I am an alcoholic. I haven't stopped yet. Drinking is a significant part of my leisure time. I think my wife is an alcoholic too, but she denies it. We enable each other. I'd like to hear stories from others who have an enabling spouse. It's not her fault that I drink; but it is very hard to watch TV, eat meals, converse and read -- ie live together -- when she always has a glass of wine in hand and I want one too!
Thanks Dave848, Foxman, Camiol and David! I fear how abstinence (if I can do it) will change my social relationships. It feels like i will need to turn my world upside down and my friends won't like me as much if i stop drinking with them. But my bigger fear is what will happen to me if I don't stop.
Turquoise, I have been wondering what to say to my friends when I suddenly stop drinking. I suppose I could say "I've got to stop because it's killing me", which I feel is true. I don't want to tell too many people I'm an alcoholic, at least until I can also say I've stopped drinking for a long time. Your comment prompted this train of thought -- thanks.

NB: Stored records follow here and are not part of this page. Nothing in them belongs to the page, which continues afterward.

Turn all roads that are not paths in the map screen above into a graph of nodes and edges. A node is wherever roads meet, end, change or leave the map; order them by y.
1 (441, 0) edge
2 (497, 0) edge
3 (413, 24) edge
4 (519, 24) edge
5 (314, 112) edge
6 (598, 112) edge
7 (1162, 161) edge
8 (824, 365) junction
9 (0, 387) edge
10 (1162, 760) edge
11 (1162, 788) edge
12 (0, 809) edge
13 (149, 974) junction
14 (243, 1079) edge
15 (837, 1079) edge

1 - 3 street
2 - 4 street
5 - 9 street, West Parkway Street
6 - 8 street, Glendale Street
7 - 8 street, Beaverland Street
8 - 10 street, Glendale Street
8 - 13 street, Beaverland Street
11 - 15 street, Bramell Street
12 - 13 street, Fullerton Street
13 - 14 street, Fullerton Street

Dave, I don't feel the fear at this moment -- funny how it comes and goes. At this moment, I have clear memories of all of the bad physical effects of drinking. I wish I could so vividly recall those memories when the craving for alcohol is filling my mind, leaving little room for sanity. Easier said than done!

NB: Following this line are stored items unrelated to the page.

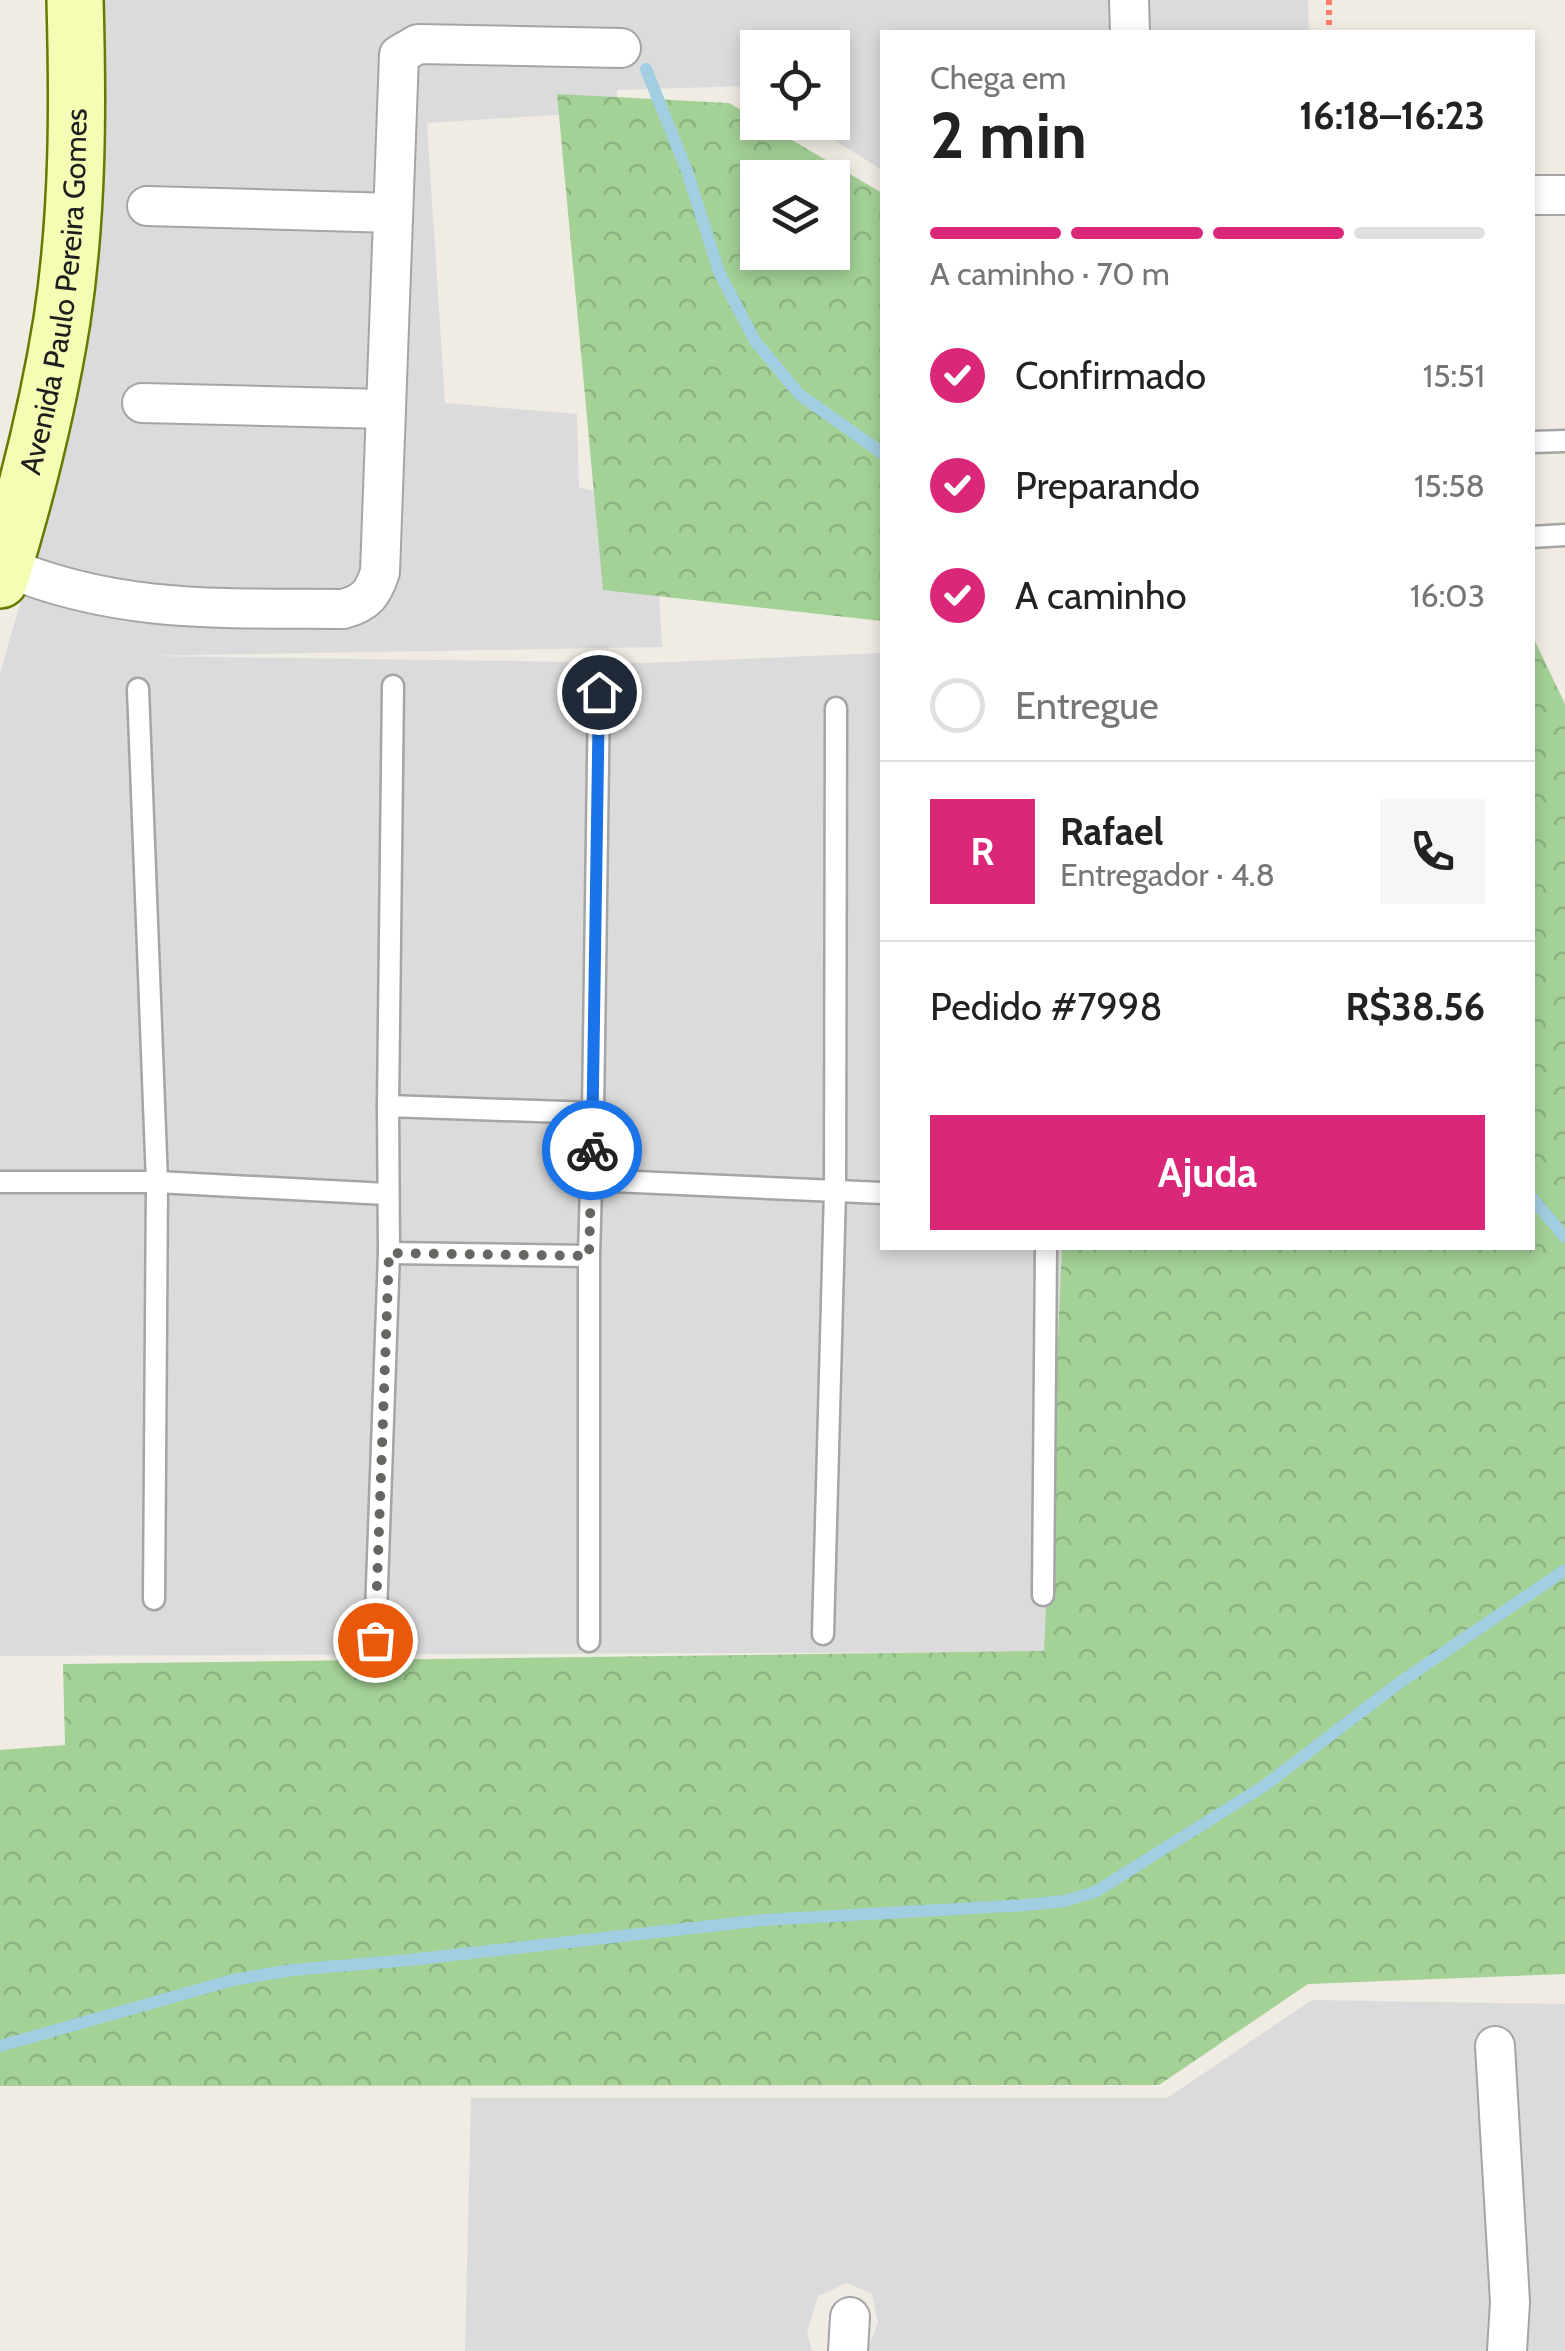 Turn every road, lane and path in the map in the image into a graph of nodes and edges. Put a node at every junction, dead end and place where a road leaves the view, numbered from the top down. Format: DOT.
graph roads {
  1 [pos="76,0"];
  2 [pos="1129,0"];
  3 [pos="1329,0"];
  4 [pos="1130,30"];
  5 [pos="1329,30"];
  6 [pos="621,48"];
  7 [pos="1535,195"];
  8 [pos="1565,195"];
  9 [pos="147,206"];
  10 [pos="393,213"];
  11 [pos="142,402"];
  12 [pos="385,408"];
  13 [pos="1535,442"];
  14 [pos="1565,442"];
  15 [pos="1565,535"];
  16 [pos="1535,537"];
  17 [pos="2,573"];
  18 [pos="393,686"];
  19 [pos="138,689"];
  20 [pos="599,692"];
  21 [pos="836,708"];
  22 [pos="388,1106"];
  23 [pos="592,1114"];
  24 [pos="592,1180"];
  25 [pos="0,1182"];
  26 [pos="157,1182"];
  27 [pos="834,1192"];
  28 [pos="880,1193"];
  29 [pos="386,1194"];
  30 [pos="1046,1250"];
  31 [pos="389,1253"];
  32 [pos="589,1256"];
  33 [pos="1043,1595"];
  34 [pos="154,1599"];
  35 [pos="823,1634"];
  36 [pos="375,1640"];
  37 [pos="589,1641"];
  38 [pos="1495,2046"];
  39 [pos="1508,2351"];
  1 -- 17 [label="main road, Avenida Paulo Pereira Gomes"];
  2 -- 4 [label="street"];
  3 -- 5 [label="path"];
  6 -- 10 [label="street"];
  7 -- 8 [label="street"];
  9 -- 10 [label="street"];
  10 -- 12 [label="street"];
  11 -- 12 [label="street"];
  12 -- 17 [label="street"];
  13 -- 14 [label="lane"];
  15 -- 16 [label="lane"];
  18 -- 22 [label="lane"];
  19 -- 26 [label="lane"];
  20 -- 23 [label="lane"];
  21 -- 27 [label="lane"];
  22 -- 23 [label="lane"];
  22 -- 29 [label="lane"];
  23 -- 24 [label="lane"];
  24 -- 27 [label="lane"];
  24 -- 32 [label="lane"];
  25 -- 26 [label="lane"];
  26 -- 29 [label="lane"];
  26 -- 34 [label="lane"];
  27 -- 28 [label="lane"];
  27 -- 35 [label="lane"];
  29 -- 31 [label="lane"];
  30 -- 33 [label="lane"];
  31 -- 32 [label="lane"];
  31 -- 36 [label="lane"];
  32 -- 37 [label="lane"];
  38 -- 39 [label="street"];
}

Thus is the beginning of the 3rd day since I have had a drink. I had a good sleep, but I have a headache and feel hungover and irritable. Is this what happens when one stops? I was drinking 5 to 15 drinks daily. It's been so long since I haven't had a drink for 2 days that I can't remember how it feels. It feels like a drink would address these physical conditions! I'm in my mid 50's and otherwise healthy.
Very glad to find this thread because I've been wondering what others experience. Just a bad headache and anxiety for me right now near end of 3rd day. But a strong craving. Got to get through this evening! Yikes!